1:24:56 Une seule réponse couvrirait-elle le tout ? Vous comprenez ? Si je peux trouver la racine d'une chose, de tout ceci, je peux alors tout lâcher. Vous comprenez ma question ? Est-ce la liberté ? Pas de faire ce que l'on veut, c'est trop puéril, trop immature, trop limité. La liberté. Ce mot lui-même comporte dans sa terminologie l'amour. Est-ce cela que vous voulez ? Ou n'avoir aucune responsabilité. Comme le soldat qu'on envoie à la guerre, il est parfaitement heureux, car il n'a pas de responsabilité. Est-ce cela que vous voulez ? Aucune responsabilité. Serait-ce pour cela que vous prenez de la drogue ? Ou pour accéder à plus d'excitation ? Vous voulez plus d'excitation, de sensation. M., rassemblez tout cela et ajoutez-y davantage. Il doit y avoir une racine à tout ceci. Vous comprenez ? Une question qui répondra à toutes les questions. Y a-t-il une telle chose ? Est-ce que vous voulez accroitre l'intérêt pour soi ? Pour stabiliser, renforcer, avoir de profondes racines dans l'intérêt pour soi ?

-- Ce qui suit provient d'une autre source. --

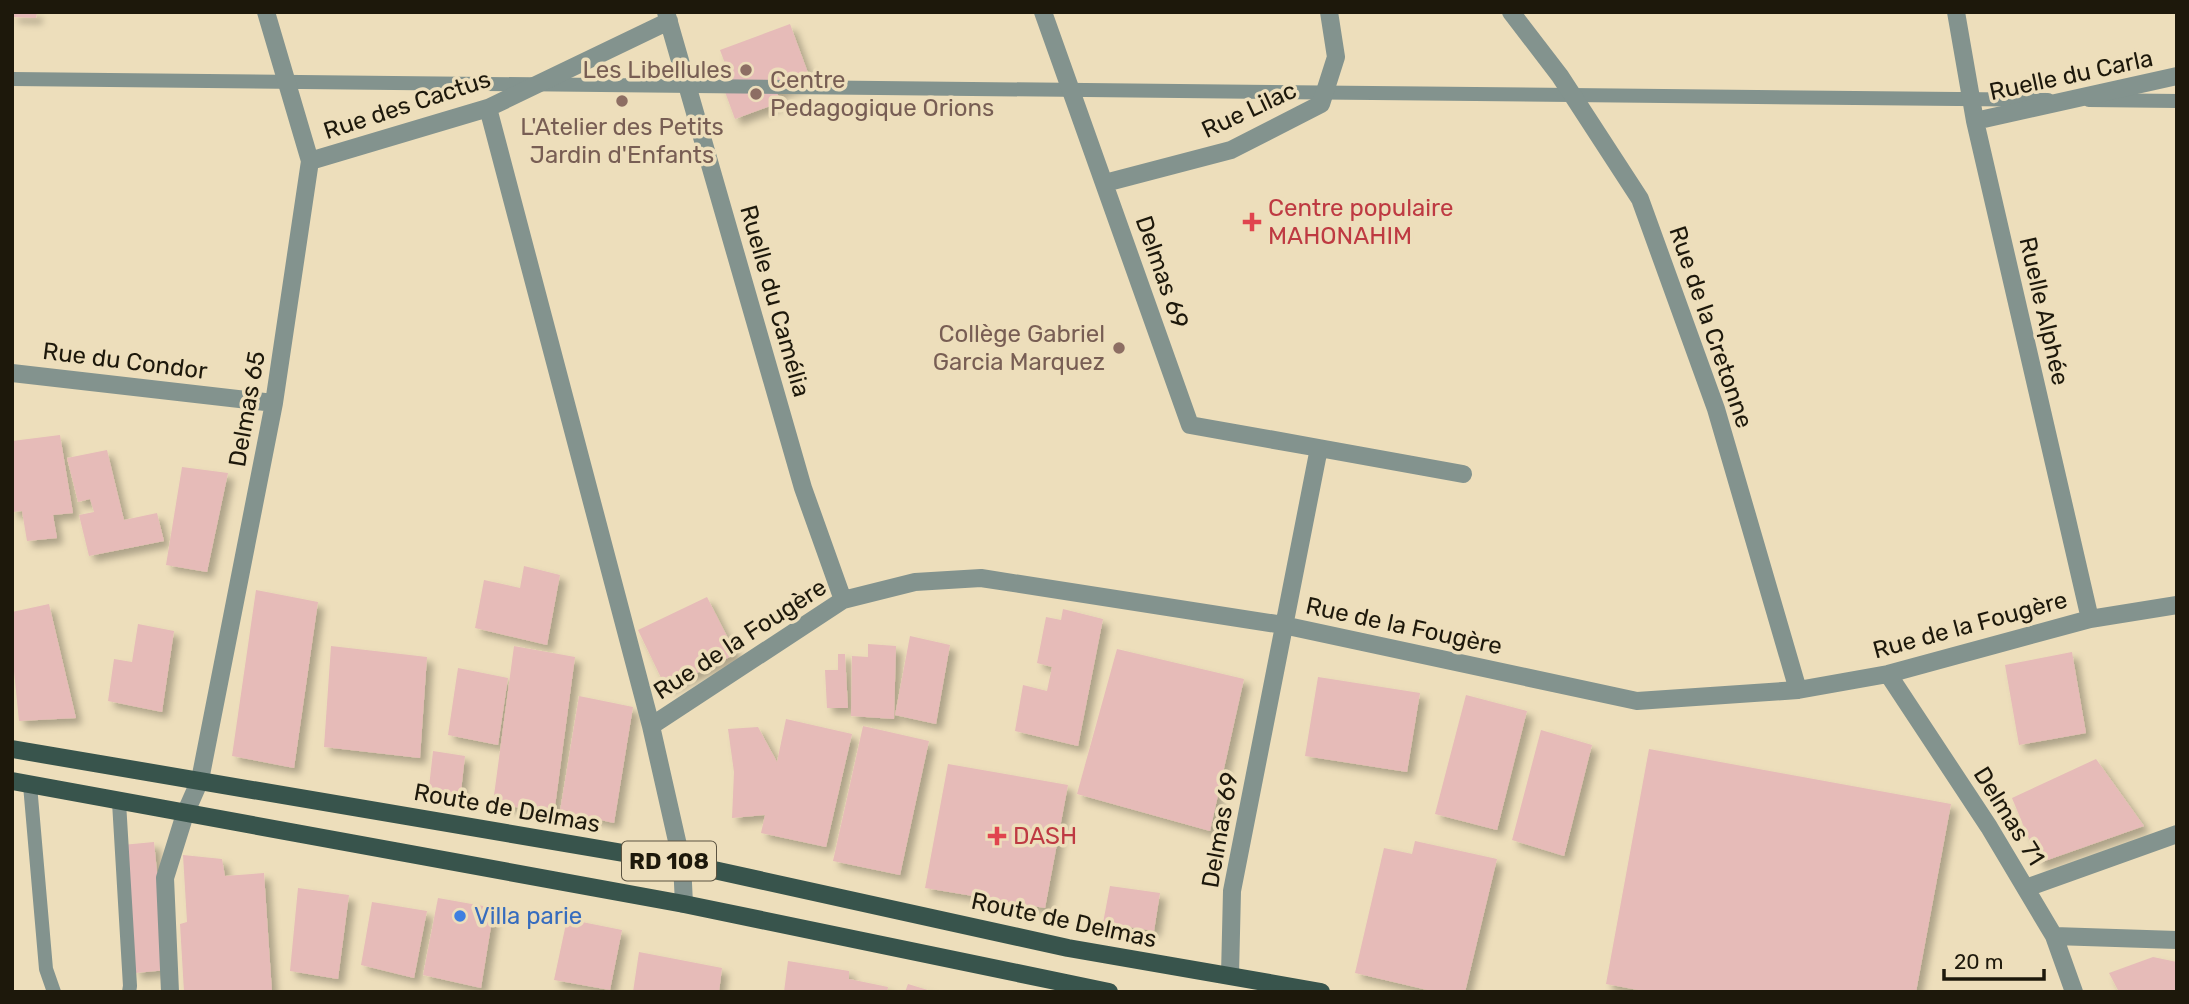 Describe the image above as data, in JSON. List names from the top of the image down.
{
  "streets": {
    "main road": ["Route de Delmas", "RD 108"],
    "street": [
      "Ruelle du Carla",
      "Rue des Cactus",
      "Rue Lilac",
      "Delmas 69",
      "Ruelle du Camélia",
      "Ruelle Alphée",
      "Rue de la Cretonne",
      "Rue du Condor",
      "Delmas 65",
      "Rue de la Fougère",
      "Delmas 71"
    ]
  },
  "crossings": [
    ["Ruelle du Carla", "Ruelle Alphée"],
    ["Rue des Cactus", "Ruelle du Camélia"],
    ["Rue des Cactus", "Delmas 65"],
    ["Rue Lilac", "Delmas 69"],
    ["Delmas 69", "Rue de la Fougère"],
    ["Delmas 69", "Route de Delmas"],
    ["Ruelle du Camélia", "Rue de la Fougère"],
    ["Ruelle Alphée", "Rue de la Fougère"],
    ["Rue de la Cretonne", "Rue de la Fougère"],
    ["Rue du Condor", "Delmas 65"],
    ["Delmas 65", "Route de Delmas"],
    ["Delmas 65", "RD 108"],
    ["Rue de la Fougère", "Delmas 71"]
  ],
  "places": {
    "other": [
      "Les Libellules",
      "Centre Pedagogique Orions",
      "L'Atelier des Petits Jardin d'Enfants",
      "Collège Gabriel Garcia Marquez",
      "Villa parie"
    ],
    "health": ["Centre populaire MAHONAHIM", "DASH"]
  },
  "scale_bar": "20 m"
} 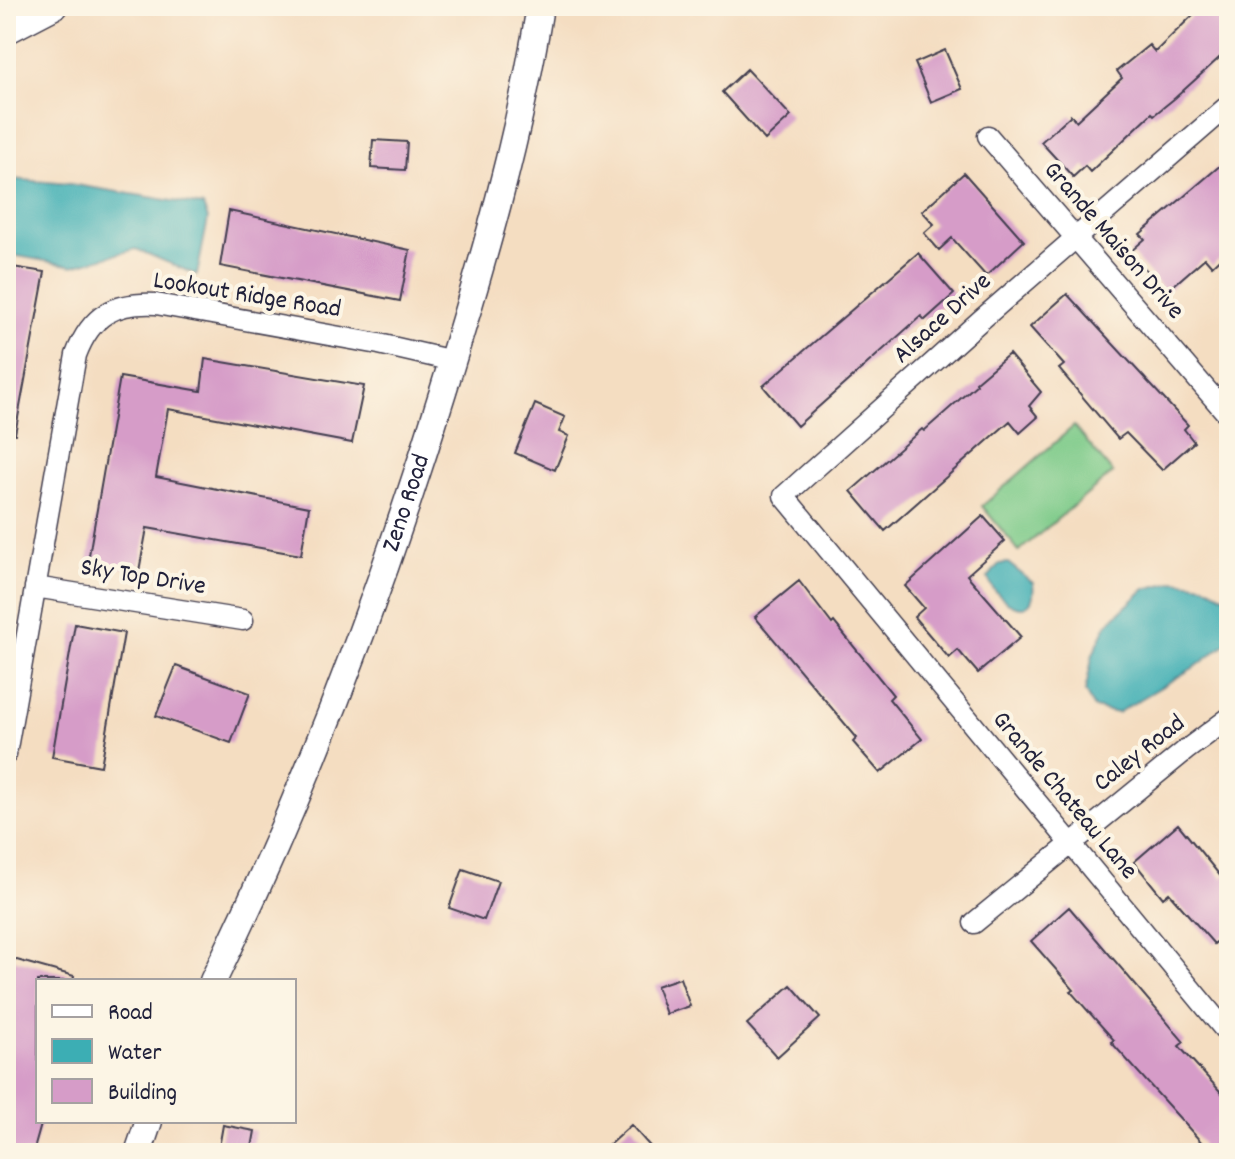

1:27:45 Je puis y répondre, mais la balle est dans votre camp, vous devez la renvoyer. Vous ne pouvez pas juste dire : je vais garder la balle un moment. Vous jouez à un jeu. Qu'est-ce qui répondra à toutes ces questions ? Ne voulez-vous pas qu'il soit répondu à toutes ces questions quand vous disposez d'une liberté psychologique inconditionnelle absolue ? Et liberté signifie amour, rien d'autre. L'amour n'est pas désir, plaisir, sensation, attachement. Et quand il y a amour, il y a compassion et cette intelligence illimitée. Quand c'est là, vous avez répondu à tout. Je ne sais si vous comprenez ceci. Il n'y aura pas de guerre, pas de conflit. Dans la relation, il n'y aura aucun conflit en présence d'amour, pas de lutte d'images de l'un et de l'autre. Vous comprenez ma question ? Est-ce la réponse ? Est-ce la racine de tous nos désirs, aspirations, prières, vénérations ? Il a été répondu à la question, M.